Question

How do you multiply ${{\left( x-6 \right)}^{2}}$?

Answer 1

Hint: We are used to multiplying ${{\left( x-6 \right)}^{2}}$. We will start by observing the number of terms that are present in the given expression. We will then try to find the suitable identity to solve this. We will multiply using the basic approach and then we will be using the algebraic identity also to get the different ways possible to solve this problem.

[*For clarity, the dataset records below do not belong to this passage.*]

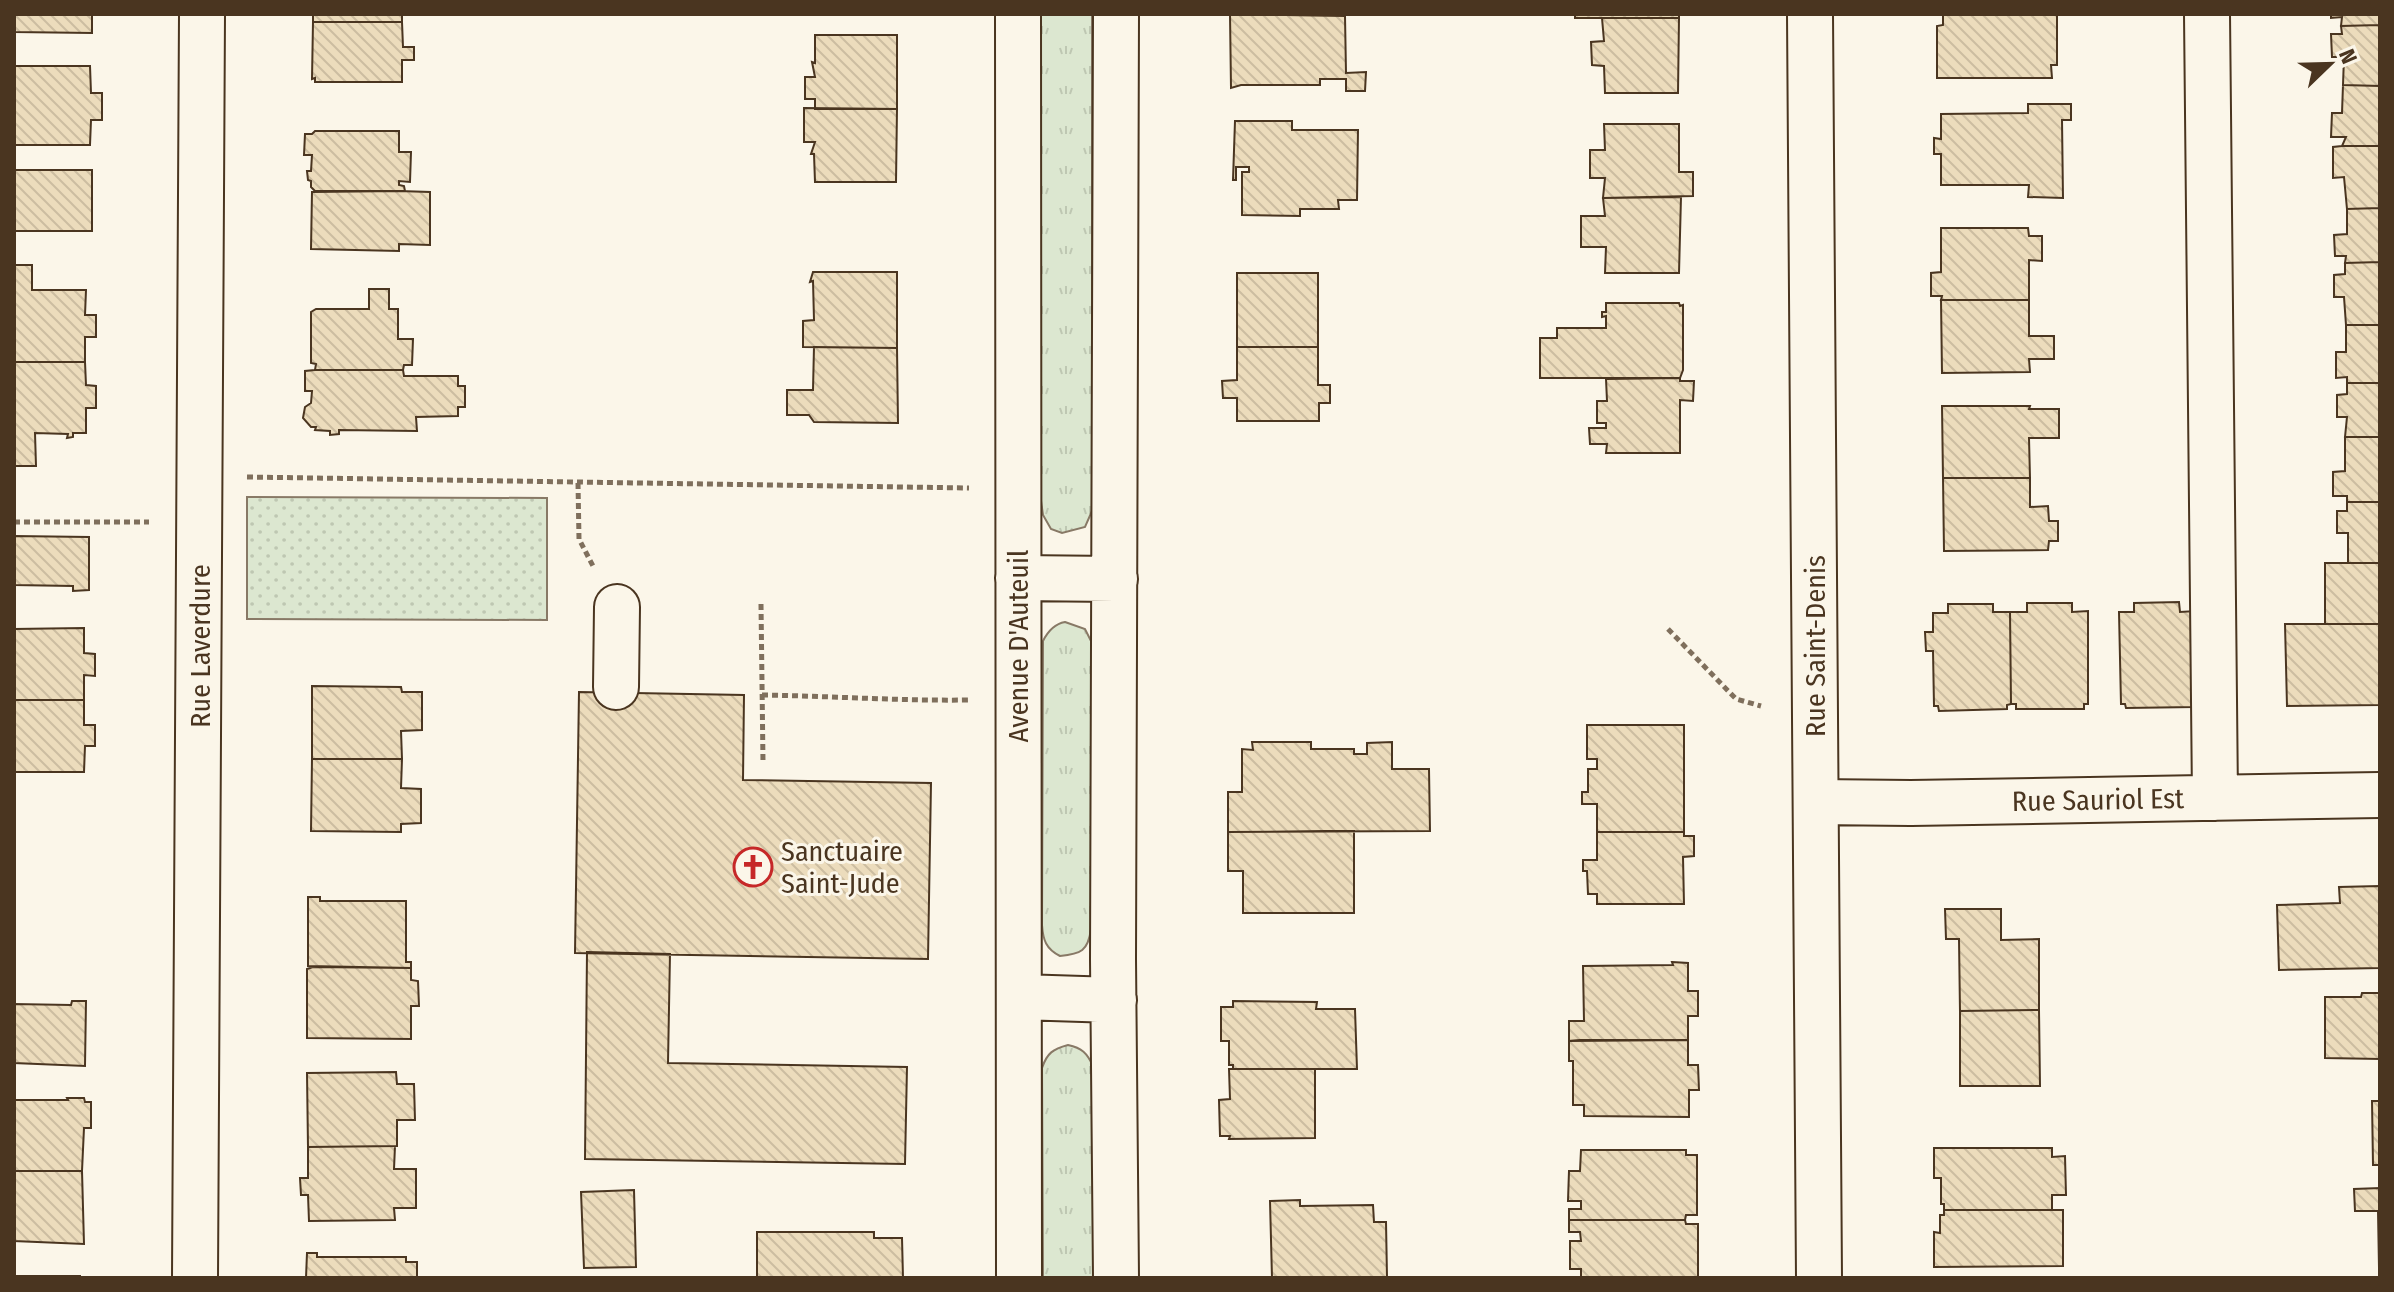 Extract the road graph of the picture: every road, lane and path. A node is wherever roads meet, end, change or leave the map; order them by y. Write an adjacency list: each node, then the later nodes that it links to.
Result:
1 (202, 14): 26 (street, Rue Laverdure)
2 (1018, 14): 11 (street, Avenue D'Auteuil)
3 (1116, 14): 12 (street)
4 (1810, 14): 23 (street, Rue Saint-Denis)
5 (2207, 14): 22 (street)
6 (242, 477): 7 (path)
7 (578, 483): 8 (path); 13 (path)
8 (978, 488)
9 (14, 522): 10 (path)
10 (156, 522)
11 (1018, 578): 12 (street); 24 (street, Avenue D'Auteuil)
12 (1115, 579): 25 (street)
13 (608, 591): 16 (street)
14 (761, 604): 17 (path)
15 (1668, 629): 19 (path)
16 (616, 687)
17 (762, 695): 18 (path); 20 (path)
18 (977, 700)
19 (1761, 706)
20 (763, 762)
21 (2380, 795): 22 (street, Rue Sauriol Est)
22 (2215, 798): 23 (street, Rue Sauriol Est)
23 (1816, 802): 29 (street, Rue Saint-Denis)
24 (1020, 997): 25 (street); 27 (street, Avenue D'Auteuil)
25 (1114, 1000): 28 (street)
26 (195, 1278)
27 (1019, 1278)
28 (1116, 1278)
29 (1819, 1278)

Complete step by step solution:
We are given ${{\left( x-6 \right)}^{2}}$. As we can see that the power is 2, so it means that we have to multiply $x-6$ with itself. There are various ways to solve this problem. We will start by using the basic approach in which we multiply $x-6$ with itself by the multiplication method in which the single term of the first bracket is multiplied by each term of the second bracket. So, we get,
$\left( x-6 \right)\left( x-6 \right)=x\left( x-6 \right)-6\left( x-6 \right)$
Opening the brackets, we get,
$\Rightarrow x\times x+x\left( -6 \right)-6\left( x \right)-6\left( -6 \right)$
Simplifying it we get,
$\Rightarrow {{x}^{2}}-6x-6x+36$
Now, adding the like terms, we get,
$\Rightarrow {{x}^{2}}-12x+36$
So, we get,
$\Rightarrow {{\left( x-6 \right)}^{2}}={{x}^{2}}-12x+36$
Now, let us work another way to solve it. In this we use the binomial identity,
${{\left( A-B \right)}^{2}}={{A}^{2}}-2AB+{{B}^{2}}$
So, applying ${{\left( A-B \right)}^{2}}$ on ${{\left( x-6 \right)}^{2}}$, we consider $x=A,y=B$, so we get,
$\Rightarrow {{\left( x-6 \right)}^{2}}={{x}^{2}}+2\times x\times 6+{{6}^{2}}$
Simplifying, we get,
$\Rightarrow {{x}^{2}}-12x+36$
So, we get,
${{\left( x-6 \right)}^{2}}={{x}^{2}}-12x+36$

Note: We must remember that when we multiply variables, their powers are added up, that is $x\times x={{x}^{2}}$.So, one should not write it as $x\times x=2x$. Also remember that only like terms can be added. So, adding $4{{x}^{2}}-12y=8{{x}^{2}}y$ is incorrect as $4{{x}^{2}}$ and $12y$ are not like terms at all. Also, we need to be careful that ${{\left( 2x \right)}^{2}}\ne 4x$ as squares are applied over both 2 as well as $x$. We should also remember that when two negative terms are added, the term gets added and the sign $\left( - \right)$ stays, for example, $-6x-6x=-12x$.